November 24, 2009

Life on the Top By Margaret Gillespie

Snowshoe hares, Lepus americanus, along with rabbits, are from the order Lagomorpha, Greek for “hareshaped.” While similar, there are distinct differences between hares and rabbits and a major contrast is seen in their young. Newborn hares, called leverets, are born fully furred, with eyes open, and ready for action
whereas rabbits are born with minimal fur, eyes closed, and in need of immediate warmth and care. Hares are not in the same order as rodents (Rodentia), although
superficially they may appear closely related. Both hares and rodents are herbivores and have large ever-growing incisors. For those interested in skull identification, hares also possess two small peg-teeth behind their upper incisors, vestigial teeth, without a real function. Rodents, like squirrels and beavers are gnawers, using their teeth to open an acorn or take down trees. In contrast, hares nip off twigs at a 45 degree angle and in winter also eat buds, tree seedlings, and tender bark.
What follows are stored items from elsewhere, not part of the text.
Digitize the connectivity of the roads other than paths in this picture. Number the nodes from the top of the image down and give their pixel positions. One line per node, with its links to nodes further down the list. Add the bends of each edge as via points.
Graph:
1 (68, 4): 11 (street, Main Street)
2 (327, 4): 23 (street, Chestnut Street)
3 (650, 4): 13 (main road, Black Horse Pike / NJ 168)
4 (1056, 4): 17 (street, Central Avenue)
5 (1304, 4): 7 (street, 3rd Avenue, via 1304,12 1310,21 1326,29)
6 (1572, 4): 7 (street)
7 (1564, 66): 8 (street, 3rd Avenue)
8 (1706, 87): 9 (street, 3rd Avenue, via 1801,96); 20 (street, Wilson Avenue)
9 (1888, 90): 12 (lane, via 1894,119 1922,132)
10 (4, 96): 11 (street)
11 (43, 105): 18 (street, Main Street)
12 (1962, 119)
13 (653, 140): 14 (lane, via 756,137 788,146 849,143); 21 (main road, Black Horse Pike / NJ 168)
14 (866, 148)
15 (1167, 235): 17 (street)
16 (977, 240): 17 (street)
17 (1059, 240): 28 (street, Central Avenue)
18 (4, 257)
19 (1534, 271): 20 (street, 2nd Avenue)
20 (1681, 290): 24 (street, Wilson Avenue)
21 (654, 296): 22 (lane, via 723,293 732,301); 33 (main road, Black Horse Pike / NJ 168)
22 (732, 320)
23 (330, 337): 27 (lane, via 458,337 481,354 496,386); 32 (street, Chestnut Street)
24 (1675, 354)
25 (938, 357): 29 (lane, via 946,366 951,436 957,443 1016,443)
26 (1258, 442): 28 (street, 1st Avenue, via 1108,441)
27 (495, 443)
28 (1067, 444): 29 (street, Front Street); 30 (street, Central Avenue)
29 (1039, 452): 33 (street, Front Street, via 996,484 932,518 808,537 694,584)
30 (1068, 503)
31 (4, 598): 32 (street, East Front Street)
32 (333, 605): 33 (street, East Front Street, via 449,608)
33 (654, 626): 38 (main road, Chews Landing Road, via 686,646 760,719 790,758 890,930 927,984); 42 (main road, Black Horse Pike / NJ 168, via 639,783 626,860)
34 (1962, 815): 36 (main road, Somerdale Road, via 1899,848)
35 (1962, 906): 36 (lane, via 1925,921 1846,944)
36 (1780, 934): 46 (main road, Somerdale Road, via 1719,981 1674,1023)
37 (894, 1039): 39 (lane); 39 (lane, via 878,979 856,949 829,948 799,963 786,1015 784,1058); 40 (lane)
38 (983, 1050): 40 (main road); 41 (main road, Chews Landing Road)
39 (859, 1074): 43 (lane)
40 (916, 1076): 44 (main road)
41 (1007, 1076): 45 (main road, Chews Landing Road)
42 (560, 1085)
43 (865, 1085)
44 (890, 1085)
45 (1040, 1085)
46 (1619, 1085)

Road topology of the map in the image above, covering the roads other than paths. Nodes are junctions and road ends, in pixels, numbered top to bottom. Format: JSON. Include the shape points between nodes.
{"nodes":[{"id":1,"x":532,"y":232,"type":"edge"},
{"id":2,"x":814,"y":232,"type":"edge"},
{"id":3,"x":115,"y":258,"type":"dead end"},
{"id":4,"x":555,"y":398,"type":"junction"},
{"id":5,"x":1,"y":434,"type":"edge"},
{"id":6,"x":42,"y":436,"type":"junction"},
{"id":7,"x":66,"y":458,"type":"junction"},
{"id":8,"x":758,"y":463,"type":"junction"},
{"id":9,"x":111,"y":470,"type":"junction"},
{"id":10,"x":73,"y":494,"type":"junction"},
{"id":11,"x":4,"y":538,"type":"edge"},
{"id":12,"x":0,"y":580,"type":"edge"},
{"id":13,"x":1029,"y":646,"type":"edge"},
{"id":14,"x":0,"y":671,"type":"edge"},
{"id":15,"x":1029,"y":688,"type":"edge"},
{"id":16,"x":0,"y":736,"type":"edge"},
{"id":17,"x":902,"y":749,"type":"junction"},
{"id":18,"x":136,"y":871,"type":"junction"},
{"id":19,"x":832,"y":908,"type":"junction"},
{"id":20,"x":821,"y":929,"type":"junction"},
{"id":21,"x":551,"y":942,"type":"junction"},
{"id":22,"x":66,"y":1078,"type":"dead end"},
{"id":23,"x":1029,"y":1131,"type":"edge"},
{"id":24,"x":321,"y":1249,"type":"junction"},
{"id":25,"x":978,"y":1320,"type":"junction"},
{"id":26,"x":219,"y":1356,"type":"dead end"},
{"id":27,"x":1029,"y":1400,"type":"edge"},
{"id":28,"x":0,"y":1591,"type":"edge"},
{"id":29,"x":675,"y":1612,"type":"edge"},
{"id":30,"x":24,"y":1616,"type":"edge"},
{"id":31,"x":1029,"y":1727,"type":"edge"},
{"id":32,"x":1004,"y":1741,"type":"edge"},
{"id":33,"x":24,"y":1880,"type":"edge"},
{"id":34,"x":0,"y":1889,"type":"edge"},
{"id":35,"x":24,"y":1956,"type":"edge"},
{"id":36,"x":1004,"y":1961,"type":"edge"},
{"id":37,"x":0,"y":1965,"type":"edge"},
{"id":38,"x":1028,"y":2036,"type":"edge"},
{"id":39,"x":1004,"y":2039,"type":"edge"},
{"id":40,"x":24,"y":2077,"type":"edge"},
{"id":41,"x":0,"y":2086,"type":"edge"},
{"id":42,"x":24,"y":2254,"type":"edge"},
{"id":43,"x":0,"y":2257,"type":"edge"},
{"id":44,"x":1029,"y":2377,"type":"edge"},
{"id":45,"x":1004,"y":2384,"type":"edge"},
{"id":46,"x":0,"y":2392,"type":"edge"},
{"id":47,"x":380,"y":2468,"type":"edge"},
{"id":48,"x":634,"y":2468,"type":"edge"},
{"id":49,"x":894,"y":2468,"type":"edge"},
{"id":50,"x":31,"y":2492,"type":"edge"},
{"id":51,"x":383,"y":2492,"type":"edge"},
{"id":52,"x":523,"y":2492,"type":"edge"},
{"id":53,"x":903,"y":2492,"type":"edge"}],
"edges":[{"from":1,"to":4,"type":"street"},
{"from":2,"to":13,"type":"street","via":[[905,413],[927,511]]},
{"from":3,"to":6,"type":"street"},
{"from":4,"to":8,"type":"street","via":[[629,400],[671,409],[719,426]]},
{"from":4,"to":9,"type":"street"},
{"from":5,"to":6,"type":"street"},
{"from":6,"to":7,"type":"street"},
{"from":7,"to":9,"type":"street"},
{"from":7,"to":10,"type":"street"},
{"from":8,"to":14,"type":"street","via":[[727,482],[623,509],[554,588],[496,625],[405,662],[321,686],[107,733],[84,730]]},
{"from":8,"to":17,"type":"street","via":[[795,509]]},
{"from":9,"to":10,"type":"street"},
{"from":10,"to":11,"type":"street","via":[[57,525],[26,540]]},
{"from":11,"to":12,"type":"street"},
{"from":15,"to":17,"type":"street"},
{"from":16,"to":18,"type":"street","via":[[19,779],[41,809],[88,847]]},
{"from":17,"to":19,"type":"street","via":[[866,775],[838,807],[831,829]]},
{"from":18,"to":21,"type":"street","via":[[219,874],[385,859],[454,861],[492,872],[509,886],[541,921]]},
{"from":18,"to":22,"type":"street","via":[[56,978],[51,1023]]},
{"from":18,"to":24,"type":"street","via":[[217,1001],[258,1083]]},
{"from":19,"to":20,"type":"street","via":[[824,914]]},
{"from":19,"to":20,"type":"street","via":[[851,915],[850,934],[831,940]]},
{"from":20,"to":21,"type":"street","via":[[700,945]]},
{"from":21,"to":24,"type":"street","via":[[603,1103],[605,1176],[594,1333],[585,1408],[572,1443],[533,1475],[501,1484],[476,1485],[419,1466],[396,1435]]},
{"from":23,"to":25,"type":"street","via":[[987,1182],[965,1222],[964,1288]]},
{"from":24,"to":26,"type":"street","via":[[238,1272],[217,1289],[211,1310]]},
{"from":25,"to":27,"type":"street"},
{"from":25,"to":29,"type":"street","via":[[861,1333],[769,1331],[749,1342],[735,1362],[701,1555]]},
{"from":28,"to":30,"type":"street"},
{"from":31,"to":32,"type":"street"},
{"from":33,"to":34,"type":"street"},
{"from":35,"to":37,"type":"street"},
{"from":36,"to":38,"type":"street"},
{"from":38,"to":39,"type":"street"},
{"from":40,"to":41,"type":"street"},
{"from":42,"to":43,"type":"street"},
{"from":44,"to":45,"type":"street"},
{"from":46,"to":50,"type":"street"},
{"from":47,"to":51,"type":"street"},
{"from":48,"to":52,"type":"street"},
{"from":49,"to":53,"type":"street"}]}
Which came first – the snowshoe or the snowshoe hare? Since lagomorphs have been in North America for millions of years, the answer is clear. However, there is much to learn from nature and perhaps Native Americans observed activities of hares on the snow’s surface when they developed their own snowshoes. In the case of snowshoe hares, life on the top is thanks to exceptionally large hind feet, which in winter grow an inch of fur on the bottom, further enhancing their size and insulation
value. On soft snow, hares can spread their four long toes to increase surface area. They can even put all their weight on their hind feet while they stand up to nibble
high twigs. By maintaining trails to and from feeding and resting areas over their three to 25 acre home range, snowshoe hares can be prepared for a quick escape. Caught sleeping? Snowshoe hares literally doze on their feet. With their large hind
feet under them, these three to four pound mammals are poised to leap away, covering
12 feet in a single bound and accelerating to over 25 miles per hour! Another name for the snowshoe hare is the varying hare, indicating that their fur changes color seasonally. Over a period of 10 weeks in the fall and spring, snowshoe hares make the color transition, as only the guard hairs and just their tips change into the new color – white in winter and reddish brown in summer. The winter coat also
adds an additional 25 percent insulation. What is the key to this color shift? It’s
photoperiod, specifically shortening days in fall and lengthening in spring. Another
color “trick” is the black-tipped ears on this white creature – the black color draws
attention, allowing the body to be less apparent against the white snow. Of course,
camouflage works best in combination with the hare’s freezing behavior. How did the hare I found with Andy know we were coming? I’m sure it was easy with the hare’s large ears and good sense of smell. Eyesight may have played a lesser role. Adapted for low light levels of dawn, dusk, and night when hares are active, their eyes do not detect color and are located to the side of their heads where they when can spot predators, even behind them. Speaking of predators, those interested in hares include foxes, coyotes, fishers, bobcats, lynxes, and large owls. To minimize exposure to danger, hares literally “grab a bite” and return to the safety of their
shelters. There they engage in a process called refection to assist with the digestion of this quickly eaten high cellulose meal. By ingesting the first soft green pellets they excrete, hares absorb extra nutrients and vitamins on a second digestive trip. This final digestion and excretion results in the solid brown pellets we see along their pathways – truly recycled material! Are you thinking of dusting off your own snowshoes and taking a look for their name sake? It is much more fun if you take along someone young or young at heart. Even more captivating is to have a mystery to solve. Which way did the hare go? It seems obvious, but most things in nature have an intriguing twist. As the snowshoe hare runs, it first places its tiny forepaws in the snow and then brings its larger hind feet around the front legs and plants them in front. So, the “snowshoe” hind feet are really the leaders. Pick a clear, crisp day for your adventure and enjoy your time living on the top!